Human keypoint data
-=-=-=-=-

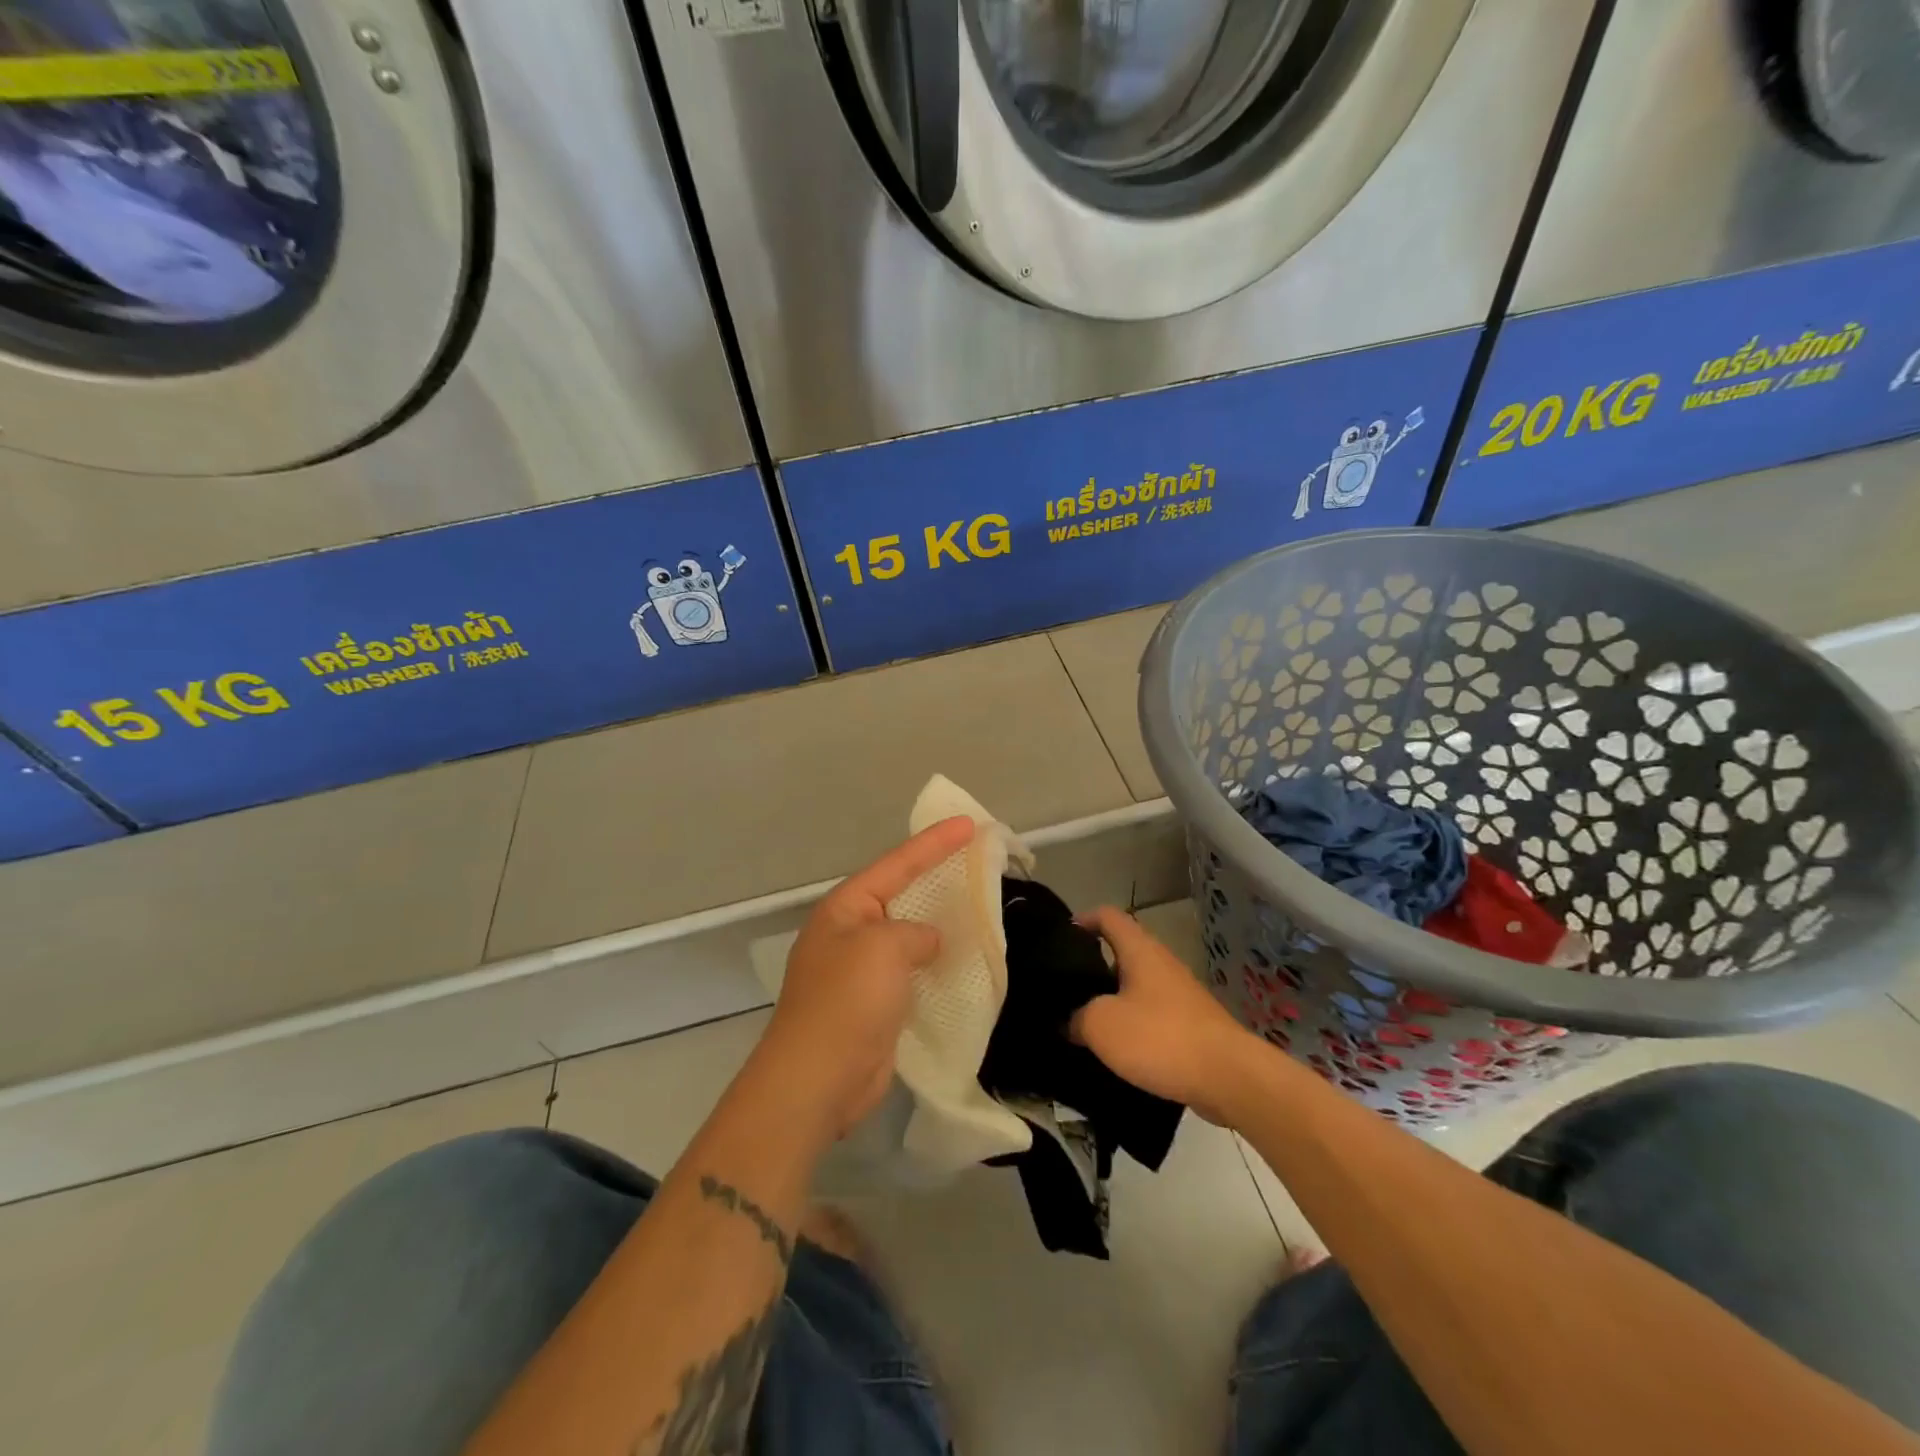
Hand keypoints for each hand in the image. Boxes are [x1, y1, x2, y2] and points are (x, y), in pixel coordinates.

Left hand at [752, 816, 975, 1138]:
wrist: (818, 1080)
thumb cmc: (846, 1002)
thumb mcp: (882, 948)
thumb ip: (914, 932)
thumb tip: (927, 942)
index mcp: (845, 909)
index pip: (896, 864)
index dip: (934, 843)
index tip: (969, 825)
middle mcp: (851, 933)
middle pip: (901, 894)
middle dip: (937, 878)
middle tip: (977, 861)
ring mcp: (861, 971)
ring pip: (909, 935)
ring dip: (940, 923)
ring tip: (979, 908)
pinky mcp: (876, 1005)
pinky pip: (913, 971)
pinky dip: (937, 964)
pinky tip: (964, 961)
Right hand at [1071, 906, 1257, 1124]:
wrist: (1229, 1077)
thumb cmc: (1160, 1037)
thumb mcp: (1101, 1025)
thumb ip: (1077, 1017)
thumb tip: (1070, 1021)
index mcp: (1140, 950)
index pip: (1108, 916)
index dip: (1083, 919)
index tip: (1061, 937)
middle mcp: (1162, 964)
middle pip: (1122, 952)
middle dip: (1093, 966)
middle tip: (1066, 988)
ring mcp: (1180, 995)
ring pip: (1137, 987)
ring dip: (1112, 1000)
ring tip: (1084, 1022)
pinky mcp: (1192, 1025)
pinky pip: (1152, 1015)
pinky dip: (1133, 1026)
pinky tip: (1117, 1050)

-=-=-=-=-

### Exercise
Exactly and only the lines from the line containing "index tip: (969, 825)" through the last line of the entries should be copied, both ends included.

### Solution below
index tip: (969, 825)
middle mcp: (851, 933)
middle pip: (901, 894)
middle dip: (937, 878)
middle tip: (977, 861)
ring mcp: (861, 971)
ring pip: (909, 935)
ring dip: (940, 923)
ring tip: (979, 908)
pinky mcp: (876, 1005)
pinky pip: (913, 971)
pinky dip: (937, 964)
pinky tip: (964, 961)
Right hand at [1071, 906, 1257, 1124]:
wrist: (1229, 1077)
thumb cmc: (1160, 1037)
thumb mcp: (1101, 1025)
thumb ip: (1077, 1017)
thumb tip: (1070, 1021)
index mcp: (1140, 950)
index pip: (1108, 916)
index dip: (1083, 919)
index tip: (1061, 937)
middle mcp: (1162, 964)
middle pip: (1122, 952)
middle dip: (1093, 966)
middle tip: (1066, 988)
ring mcp: (1180, 995)
ring pip: (1137, 987)
ring dip: (1112, 1000)
ring tip: (1084, 1022)
pinky mcp: (1192, 1025)
pinky pip: (1152, 1015)
pinky dip: (1133, 1026)
pinky tip: (1117, 1050)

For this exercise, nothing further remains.